→ Exercise goal
Please transcribe all of the entries exactly, leaving out any images.
━━━━━━━━━━━━━━━━━━━━━━━━━━━━━━
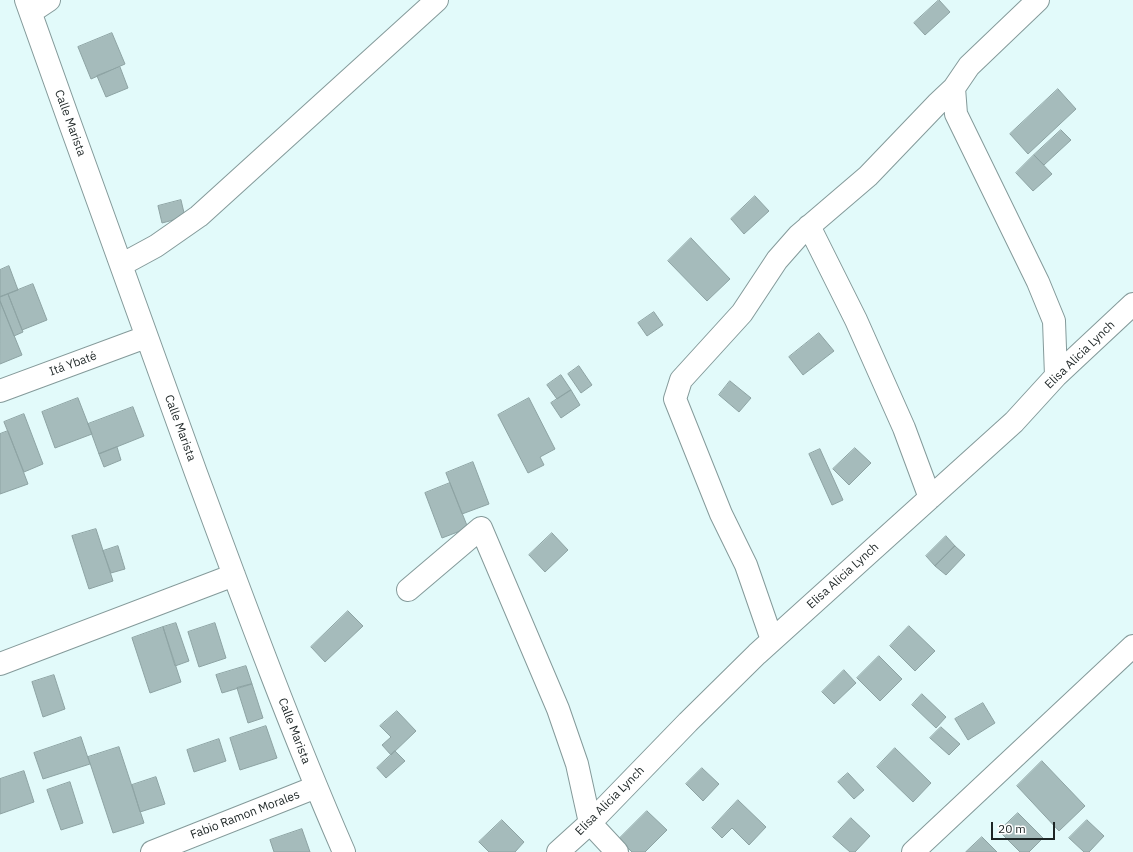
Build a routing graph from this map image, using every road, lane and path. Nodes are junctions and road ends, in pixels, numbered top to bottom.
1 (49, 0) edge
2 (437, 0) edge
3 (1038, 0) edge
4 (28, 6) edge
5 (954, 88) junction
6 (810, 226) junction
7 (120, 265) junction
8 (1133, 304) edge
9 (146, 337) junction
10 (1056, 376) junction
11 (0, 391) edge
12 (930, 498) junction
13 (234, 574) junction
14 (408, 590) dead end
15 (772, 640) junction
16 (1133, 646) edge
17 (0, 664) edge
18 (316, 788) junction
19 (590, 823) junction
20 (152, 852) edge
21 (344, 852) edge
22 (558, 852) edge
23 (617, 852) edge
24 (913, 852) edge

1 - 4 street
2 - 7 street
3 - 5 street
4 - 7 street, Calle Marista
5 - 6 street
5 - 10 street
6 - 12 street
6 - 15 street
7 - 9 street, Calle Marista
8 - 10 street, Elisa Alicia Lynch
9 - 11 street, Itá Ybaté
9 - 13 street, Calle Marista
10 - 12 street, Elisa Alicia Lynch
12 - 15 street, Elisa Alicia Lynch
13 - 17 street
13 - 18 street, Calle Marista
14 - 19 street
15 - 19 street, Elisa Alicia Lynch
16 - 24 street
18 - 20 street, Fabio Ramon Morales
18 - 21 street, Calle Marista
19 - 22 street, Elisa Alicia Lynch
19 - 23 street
━━━━━━━━━━━━━━━━━━━━━━━━━━━━━━
→ Exercise answer
Build a routing graph from this map image, using every road, lane and path. Nodes are junctions and road ends, in pixels, numbered top to bottom.
1 (49, 0) edge
2 (437, 0) edge
3 (1038, 0) edge
4 (28, 6) edge
5 (954, 88) junction
6 (810, 226) junction
7 (120, 265) junction
8 (1133, 304) edge
9 (146, 337) junction
10 (1056, 376) junction
11 (0, 391) edge
12 (930, 498) junction
13 (234, 574) junction
14 (408, 590) dead end
15 (772, 640) junction
16 (1133, 646) edge
17 (0, 664) edge
18 (316, 788) junction
19 (590, 823) junction
20 (152, 852) edge
21 (344, 852) edge
22 (558, 852) edge
23 (617, 852) edge
24 (913, 852) edge

1 - 4 street
2 - 7 street
3 - 5 street
4 - 7 street, Calle Marista
5 - 6 street
5 - 10 street
6 - 12 street
6 - 15 street
7 - 9 street, Calle Marista
8 - 10 street, Elisa Alicia Lynch
9 - 11 street, Itá Ybaté
9 - 13 street, Calle Marista
10 - 12 street, Elisa Alicia Lynch
12 - 15 street, Elisa Alicia Lynch
13 - 17 street
13 - 18 street, Calle Marista
14 - 19 street
15 - 19 street, Elisa Alicia Lynch
16 - 24 street
18 - 20 street, Fabio Ramon Morales
18 - 21 street, Calle Marista
19 - 22 street, Elisa Alicia Lynch
19 - 23 street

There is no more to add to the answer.